今後、仮に7割の方がマイナンバーカードを取得したとしても、残り3割のために一律の施策が取れないという事態が起こりますので、業務効率化の観点からも、ほぼすべての国民がマイナンバーカードを所有することが、自治体DXの推進には不可欠です。

自治体DXを実行するとどんな課題が解決するのか?


自治体DXを実行することで解決される課題について、大きく3つの観点から紹介します。

  • 住民サービスの向上
  • 職員の業務効率化・多様な働き方
  • システム統一などによる利便性向上

それでは以下で順に解説します。

 住民サービスの向上

まず解決される課題としてあげられるのが、住民サービスの向上です。
国が掲げる『誰一人取り残さない、人に優しいデジタル化』の観点からも、自治体DXにおいて大きな意味を持つものが住民サービスの向上です。

すでに各種申請業務を効率化するための「ワンストップ窓口」の導入が行われている自治体もあります。

これは、手続きごとに窓口が分かれていたものを、市民課などの窓口で一元して処理するものです。

例えば転入・転出などに伴う「住民票の異動」「国民健康保険」「介護保険」「こども関係」等の手続きについて、申請者の情報を一元管理することで、住民の負担を少なくできます。

さらに自治体DXが推進されれば、マイナンバーカードの活用により、これまで市区町村の窓口に提出する必要があった書類等も、自宅にいながらスマホやパソコンで申請することが可能になるでしょう。

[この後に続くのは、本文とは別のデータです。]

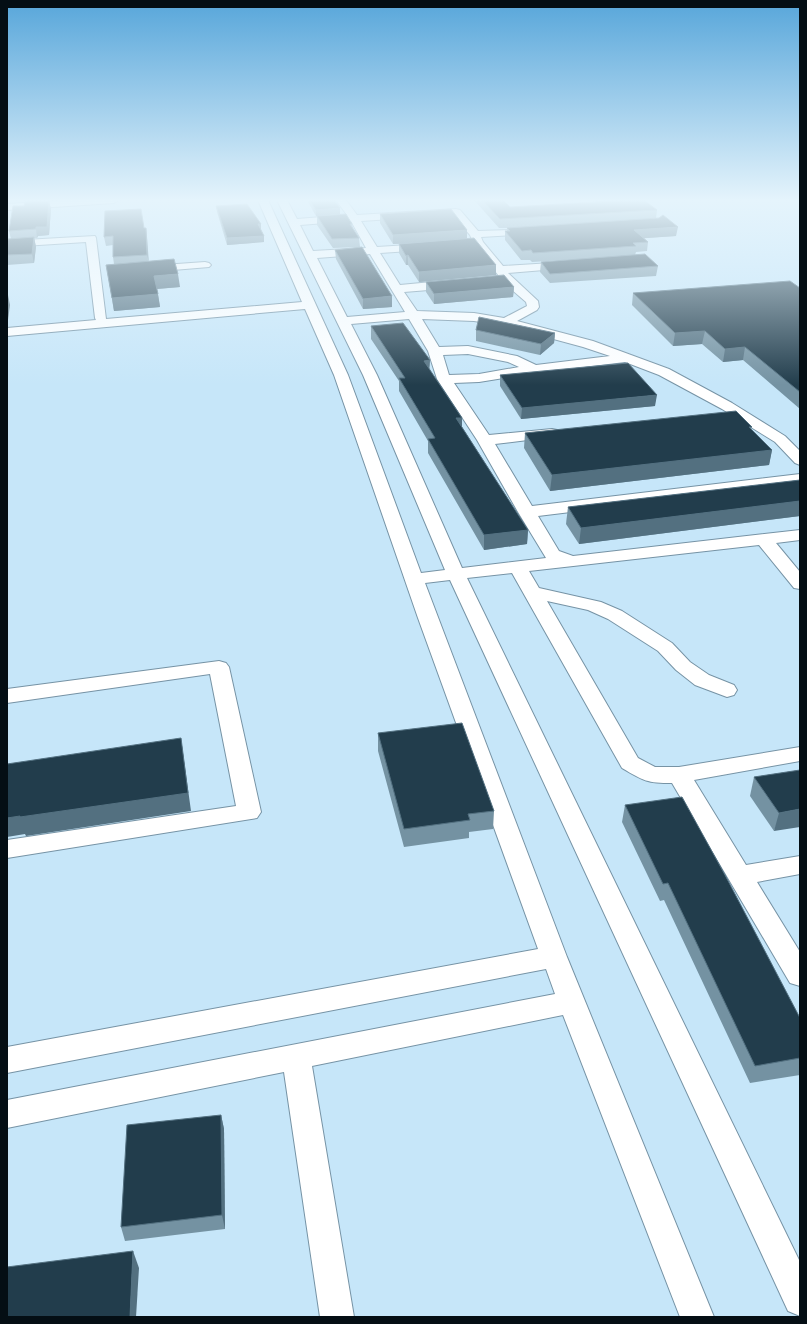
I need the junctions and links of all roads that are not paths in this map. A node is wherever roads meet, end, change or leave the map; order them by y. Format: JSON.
{"nodes":[{"id":1,"x":96,"y":262,"type":"edge"},
{"id":2,"x":291,"y":262,"type":"edge"},
{"id":3,"x":313,"y":262,"type":"edge"},
{"id":4,"x":380,"y":262,"type":"edge"},
{"id":5,"x":495,"y":262,"type":"edge"},
{"id":6,"x":205,"y":264,"type":"dead end"},
{"id":7,"x":576,"y":264,"type":"edge"},
{"id":8,"x":134,"y":270,"type":"edge"},
{"id":9,"x":504,"y":274,"type":"junction"},
{"id":10,"x":396,"y":289,"type":"junction"},
{"id":11,"x":309,"y":303,"type":"junction"},
{"id":12,"x":412,"y":315,"type":"junction"},
{"id":13,"x":101,"y":318,"type":"junction"},
{"id":14,"x":343,"y":321,"type":"junction"},
{"id":15,"x":506,"y":322,"type":"junction"},
{"id":16,"x":7,"y":326,"type":"edge"},
{"id":17,"x":7,"y":332,"type":"edge"},
{"id":18,"x":435,"y":351,"type":"junction"},
{"id":19,"x":626,"y":358,"type":"junction"},
{"id":20,"x":534,"y":370,"type":"junction"},
{"id":21,"x":444,"y":379,"type":"junction"},
{"id":22,"x":739,"y":414,"type":"junction"},
{"id":23,"x":716,"y":416,"type":"edge"},
{"id":24,"x":569,"y":431,"type":"edge"},
{"id":25,"x":484,"y":440,"type":"junction"},
{"id":26,"x":800,"y":460,"type":"edge"},
{"id":27,"x":800,"y":480,"type":"edge"},
{"id":28,"x":526,"y":512,"type":"junction"},
{"id":29,"x":800,"y":535,"type":"edge"},
{"id":30,"x":763,"y":540,"type":"junction"},
{"id":31,"x":567,"y":561,"type":"junction"},
{"id":32,"x":518,"y":567,"type":"junction"},
{"id":33,"x":456,"y":574,"type":"junction"},
{"id":34,"x":414,"y":579,"type":"junction"},
{"id":35,"x":800,"y":584,"type":"edge"},
{"id":36,"x":533,"y":592,"type":"junction"},
{"id":37,"x":727,"y":690,"type":"dead end"},
{"id":38,"x":7,"y":696,"type":"edge"},
{"id":39,"x":800,"y":754,"type":"edge"},
{"id":40,"x":678,"y":775,"type":"junction"},
{"id":41,"x":7,"y":849,"type":"edge"},
{"id":42,"x":800,"y":866,"type":"edge"},
{"id":43,"x":740,"y":876,"type":"junction"},
{"id":44,"x":554,"y":957,"type":"junction"},
{"id":45,"x":800,"y":975,"type":"edge"},
{"id":46,"x":572,"y":1002,"type":"junction"},
{"id":47,"x":296,"y":1057,"type":"junction"},
{"id":48,"x":7,"y":1060,"type":"edge"},
{"id":49,"x":7,"y":1114,"type":"edge"},
{"id":50,"x":800,"y":1299,"type":"edge"},
{"id":51,"x":337,"y":1317,"type":"edge"},
{"id":52,"x":697,"y":1317,"type":"edge"}],
"edges":[{"from":1,"to":13,"type":"street"},
{"from":2,"to":11,"type":"street"},
{"from":3,"to":14,"type":"street"},
{"from":4,"to":10,"type":"street"},
{"from":5,"to":9,"type":"street"},
{"from":6,"to":8,"type":"street"},
{"from":7,"to":9,"type":"street"},
{"from":9,"to":10,"type":"street"},
{"from":9,"to":15,"type":"street"},
{"from":10,"to":12,"type":"street"},
{"from":11,"to":13,"type":"street"},
{"from":11,"to":17,"type":"street"},
{"from":11,"to":34,"type":"street"},
{"from":12,"to":14,"type":"street"},
{"from":12,"to":15,"type":"street"},
{"from":12,"to":18,"type":"street"},
{"from":13,"to":16,"type":"street"},
{"from":14,"to":33,"type":"street"},
{"from":15,"to":19,"type":"street"},
{"from":18,"to":20,"type":"street"},
{"from":18,"to":21,"type":"street"},
{"from":19,"to":20,"type":"street"},
{"from":19,"to":22,"type":"street"},
{"from":20,"to":21,"type":"street"},
{"from":21,"to":25,"type":"street"},
{"from":22,"to":23,"type":"street"},
{"from":22,"to":26,"type":"street"},
{"from":24,"to":25,"type":"street"},
{"from":25,"to":28,"type":"street"},
{"from":27,"to":28,"type":"street"},
{"from":28,"to":31,"type":"street"},
{"from":29,"to":30,"type":"street"},
{"from":30,"to":31,"type":"street"},
{"from":30,"to":35,"type":"street"},
{"from":31,"to":32,"type":"street"},
{"from":32,"to":33,"type":"street"},
{"from":32,"to":36,"type":"street"},
{"from":33,"to":34,"type":"street"},
{"from":33,"to":50,"type":"street"},
{"from":34,"to":44,"type":"street"},
{"from":36,"to":37,"type":"street"},
{"from":36,"to":40,"type":"street"},
{"from":38,"to":41,"type":"street"},
{"from":39,"to":40,"type":"street"},
{"from":40,"to":43,"type":"street"},
{"from":42,"to":43,"type":"street"},
{"from":43,"to":45,"type":"street"},
{"from":44,"to":46,"type":"street"},
{"from":44,"to":48,"type":"street"},
{"from":46,"to":47,"type":"street"},
{"from":46,"to":52,"type":"street"},
{"from":47,"to":49,"type":"street"},
{"from":47,"to":51,"type":"street"}]}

役所の窓口に出向く手間や、到着してからの待ち時間を別のことに使うことができ、住民サービスの向上が期待できます。

少子高齢化が進む日本においては、今後市区町村としての存続が危ぶまれる自治体も多く存在します。

役所という建物のハード面が無くても持続可能な住民サービスができる環境が求められています。

 職員の業務効率化・多様な働き方


自治体DXを推進する側の自治体職員にとっても、DXの恩恵は大きいです。

業務効率化の観点では、保育所の入園決定業務にAIを導入している自治体も多くなっています。

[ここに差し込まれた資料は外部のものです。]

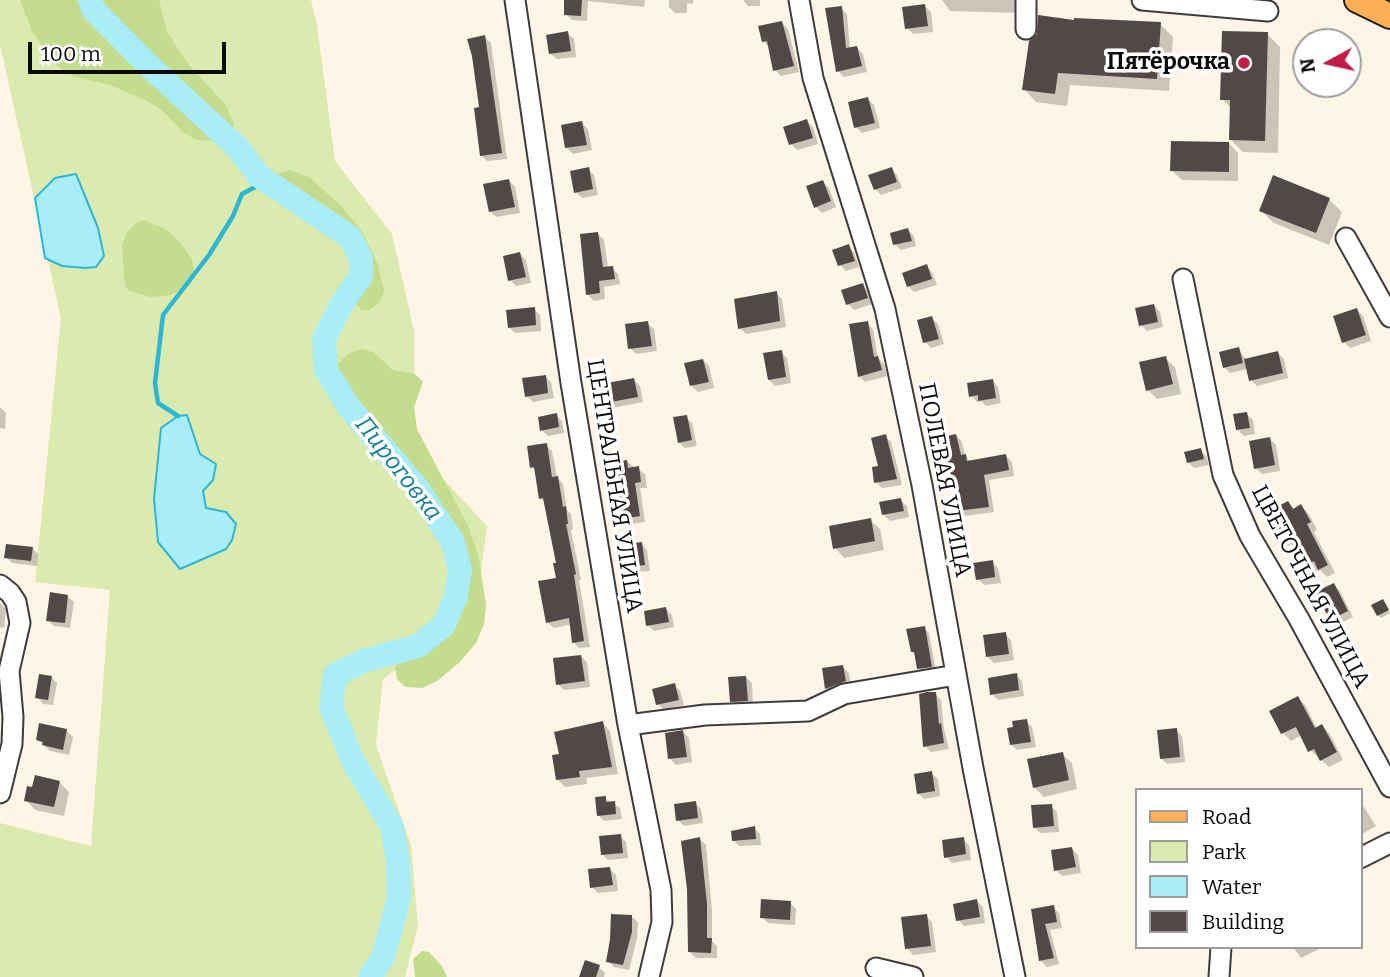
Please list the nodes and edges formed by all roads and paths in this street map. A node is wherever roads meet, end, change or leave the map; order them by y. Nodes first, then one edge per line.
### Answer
1 (515, 0) edge
2 (799, 0) edge
3 (1026, 0) edge
4 (1142, 0) edge
5 (1357, 0) edge
6 (1176, 1) edge
7 (1268, 12) dead end
8 (1390, 16) edge
9 (1026, 29) dead end
10 (1346, 238) dead end
11 (1184, 279) dead end
12 (1390, 317) edge
13 (0, 585) edge
14 (956, 675) junction
15 (628, 725) junction
16 (1390, 787) edge
17 (0, 793) edge
18 (1390, 843) edge
19 (1362, 857) edge
20 (1221, 949) edge
21 (876, 968) dead end
22 (649, 977) edge
23 (912, 977) edge
24 (1015, 977) edge
25 (1219, 977) edge

1 - 15 street, ЦЕНТРАЛЬНАЯ УЛИЦА
2 - 14 street, ПОЛЕВАЯ УЛИЦА
3 - 9 street
4 - 6 street
5 - 8 main road
6 - 7 street
10 - 12 street
11 - 16 street, ЦВЕТОЧНАЯ УЛИЦА
13 - 17 street
14 - 15 street
14 - 24 street, ПОЛЕВАЯ УЛИЦА
15 - 22 street, ЦЕНТРАЛЬНАЯ УЛИЦА
18 - 19 street
20 - 25 street
21 - 23 street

それまでは1,000時間要していた入園決定業務が、AIを活用することでほんの数秒でほぼ同じ結果が得られたという事例もあります。

削減された時間は、人件費の削減につなげることや、他の施策を立案する時間に充てることも可能です。

多様な働き方の一例としては、DXを活用したテレワークがあります。

国も「自治体DX推進計画」においてテレワークを重点取組事項として掲げています。

地震・台風といった災害時にも継続的な自治体運営ができるという観点や、職員のプライベートな事情(育児・介護など)にも柔軟に対応できる点で、テレワークが多様な働き方の一環として期待されています。

 システム統一などによる利便性向上

各省庁・各自治体ごとに異なるシステムを使用していることが、自治体が抱えている課題という点をお伝えしましたが、国や地方が協力して画一的なシステムを統一することができれば、利便性は向上します。

現在は同じ手続きであっても、多くの自治体で異なるシステム・方法が採用されています。

引っ越しで居住地を移る住民や、複数の自治体で事業をしている事業者にとって、利便性が高いとはいえない状態です。

このような問題を解決するために、自治体の情報システムの標準化・共通化は、自治体DXを進めるうえで欠かせない要素です。

個々の自治体がDXに取り組むことも大切ですが、利便性の向上のためには、横断的に「国と地方自治体」「自治体間」が連携して、標準化・共通化をめざすことが必要です。

自治体DXで課題を解決した事例3選

この章では、具体的に自治体DXで課題を解決した事例を3つ紹介します。

 東京都港区【ぴったりサービス・汎用的電子申請システムの積極的な活用】

東京都港区は、ぴったりサービス・汎用的電子申請システムといった、オンラインで行政手続きができる方式を段階的に導入しました。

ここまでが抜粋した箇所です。